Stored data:
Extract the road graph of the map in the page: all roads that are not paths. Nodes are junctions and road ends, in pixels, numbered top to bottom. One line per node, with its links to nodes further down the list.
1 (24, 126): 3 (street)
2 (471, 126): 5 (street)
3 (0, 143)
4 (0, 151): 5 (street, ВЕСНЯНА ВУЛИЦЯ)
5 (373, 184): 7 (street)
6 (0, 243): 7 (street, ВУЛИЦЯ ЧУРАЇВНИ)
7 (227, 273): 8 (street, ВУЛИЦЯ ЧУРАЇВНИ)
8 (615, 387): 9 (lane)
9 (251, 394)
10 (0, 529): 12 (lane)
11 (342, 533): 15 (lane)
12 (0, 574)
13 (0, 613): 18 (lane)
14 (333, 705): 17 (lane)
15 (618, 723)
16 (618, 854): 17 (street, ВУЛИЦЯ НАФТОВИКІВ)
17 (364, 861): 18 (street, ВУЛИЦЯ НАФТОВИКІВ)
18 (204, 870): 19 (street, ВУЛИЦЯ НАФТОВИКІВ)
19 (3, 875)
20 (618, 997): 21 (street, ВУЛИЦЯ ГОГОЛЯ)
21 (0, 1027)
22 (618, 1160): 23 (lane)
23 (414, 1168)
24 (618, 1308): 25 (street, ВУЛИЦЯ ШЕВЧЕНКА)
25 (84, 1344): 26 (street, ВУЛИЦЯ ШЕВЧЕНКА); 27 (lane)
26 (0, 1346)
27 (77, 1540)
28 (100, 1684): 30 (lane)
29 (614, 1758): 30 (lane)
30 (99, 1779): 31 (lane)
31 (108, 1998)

### EXERCISE
If a line above holds the string "ЧУРАЇВНИ", copy it out.

### OUTPUT BELOW
6 (0, 243): 7 (street, ВУЛИЦЯ ЧУРАЇВНИ)
7 (227, 273): 8 (street, ВУЛИЦЯ ЧУРАЇВНИ)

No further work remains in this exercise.